Abstract
Dexamethasone is frequently administered to surgical patients for anti-emetic prophylaxis. We have examined the immunomodulatory effects of a single bolus of dexamethasone on circulating peripheral blood mononuclear cells (PBMCs) in the same 10 healthy male volunteers, previously used in our investigation on early in vivo effects of a single anti-emetic dose of dexamethasone on innate immune cell gene expression and activation [1]. Blood samples were drawn at baseline, 2 h, 4 h and 24 h. Immune cell phenotypes were examined with flow cytometry.
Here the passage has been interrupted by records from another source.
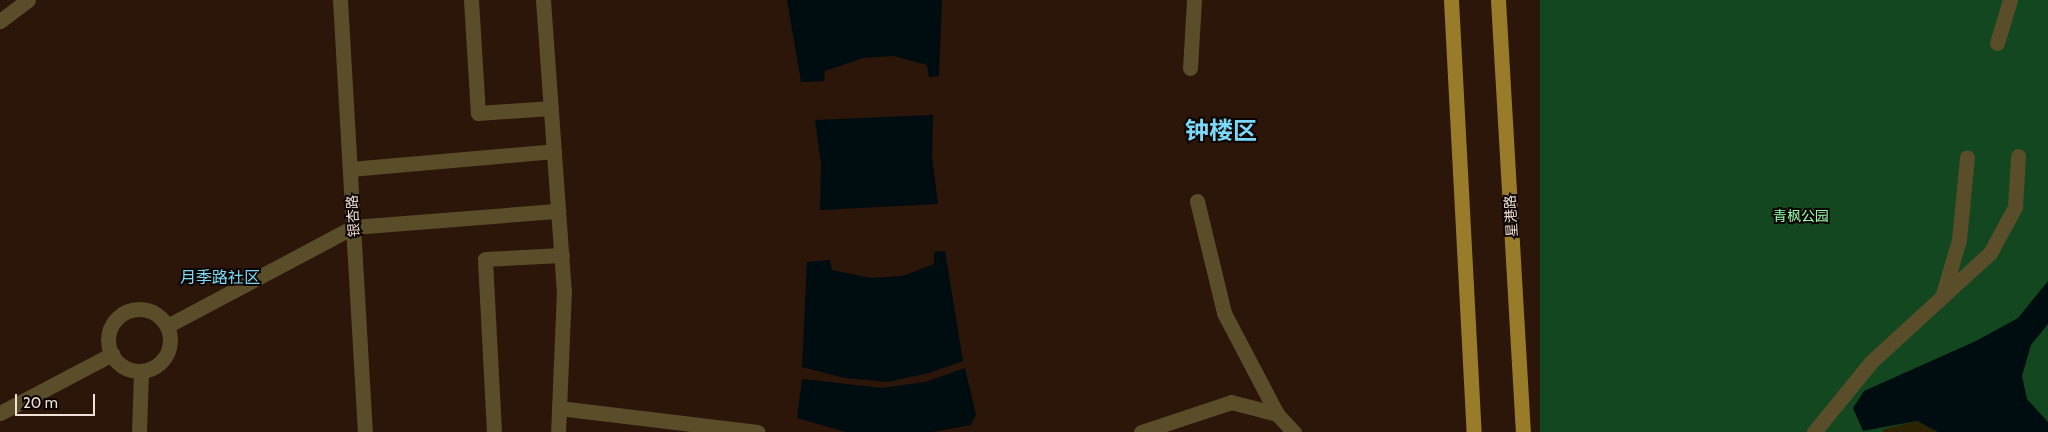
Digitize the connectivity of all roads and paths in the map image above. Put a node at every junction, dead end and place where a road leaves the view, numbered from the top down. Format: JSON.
{"nodes":[{"id":1,"x":28,"y":0,"type":"edge"},
{"id":2,"x":340,"y":0,"type":"edge"},
{"id":3,"x":471,"y":0,"type":"edge"},
{"id":4,"x":543,"y":0,"type":"edge"},
{"id":5,"x":1194,"y":0,"type":"edge"},
{"id":6,"x":1451,"y":0,"type":"edge"},
{"id":7,"x":1498,"y":0,"type":"edge"},
{"id":8,"x":2010,"y":0,"type":"edge"},
{"id":9,"x":0,"y":21,"type":"edge"},
{"id":10,"x":1998,"y":43,"type":"dead end"},
{"id":11,"x":1190,"y":68,"type":"dead end"},
{"id":12,"x":551,"y":108,"type":"junction"},
{"id":13,"x":554,"y":151,"type":"junction"},
{"id":14,"x":2018,"y":156,"type":"dead end"},
{"id":15,"x":1967,"y":157,"type":"dead end"},
{"id":16,"x":350,"y":169,"type":"junction"},
{"id":17,"x":1197,"y":201,"type":"dead end"},
{"id":18,"x":558,"y":211,"type":"junction"},
{"id":19,"x":353,"y":227,"type":"junction"},
{"id":20,"x":562,"y":255,"type":"junction"},
{"id":21,"x":1943,"y":295,"type":"junction"},
{"id":22,"x":167,"y":326,"type":"junction"},
{"id":23,"x":112,"y":354,"type":"junction"},
{"id":24,"x":141,"y":372,"type":"junction"},
{"id":25,"x":559,"y":408,"type":"junction"},
{"id":26,"x":0,"y":413,"type":"edge"},
{"id":27,"x":1277,"y":414,"type":"junction"},
{"id":28,"x":140,"y":432,"type":"edge"},
{"id":29,"x":365,"y":432,"type":"edge"},
{"id":30,"x":494,"y":432,"type":"edge"},
{"id":31,"x":558,"y":432,"type":"edge"},
{"id":32,"x":758,"y":432,"type":"edge"},
{"id":33,"x":1141,"y":432,"type":"edge"},
{"id":34,"x":1294,"y":432,"type":"edge"},
{"id":35,"x":1474,"y":432,"type":"edge"},
{"id":36,"x":1523,"y":432,"type":"edge"},
{"id":37,"x":1814,"y":432,"type":"edge"}],
"edges":[{"from":1,"to":9,"type":"street"},
{"from":2,"to":16,"type":"street","name":"银杏路"},
{"from":3,"to":12,"type":"street"},
{"from":4,"to":12,"type":"street"},
{"from":5,"to":11,"type":"street"},
{"from":6,"to":35,"type":"main road"},
{"from":7,"to":36,"type":"main road","name":"星港路"},
{"from":8,"to":10,"type":"street"},
{"from":12,"to":13,"type":"street"},
{"from":13,"to":16,"type":"street"},
{"from":13,"to":18,"type":"street"},
{"from":14,"to":21,"type":"street"},
{"from":15,"to":21,"type":"street"},
{"from":16,"to":19,"type":"street","name":"银杏路"},
{"from":17,"to":27,"type":"street"},
{"from":18,"to":19,"type":"street"},
{"from":18,"to":20,"type":"street"},
{"from":19,"to":22,"type":"street"},
{"from":19,"to":29,"type":"street","name":"银杏路"},
{"from":20,"to":25,"type":"street"},
{"from":20,"to":30,"type":"street"},
{"from":21,"to":37,"type":"street"},
{"from":22,"to":23,"type":"street"},
{"from":22,"to":24,"type":"street"},
{"from":23,"to":24,"type":"street"},
{"from":23,"to":26,"type":"street"},
{"from":24,"to":28,"type":"street"},
{"from":25,"to":31,"type":"street"},
{"from":25,"to":32,"type":"street"},
{"from":27,"to":33,"type":"street"},
{"from":27,"to":34,"type":"street"}]}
In this data article the expression strength of markers involved in immune activation and immunosuppression as well as maturation, migration, cell death and responsiveness to signalling on monocyte and cDC subsets, as well as NK cells, CD4+ and CD8+ T cells and regulatory T cells (Treg) are presented. These data improve our understanding of the immunomodulatory effects of the glucocorticoid dexamethasone in-vivo, which may be important for the optimisation of treatment regimens as well as the evaluation of new indications for glucocorticoid treatment.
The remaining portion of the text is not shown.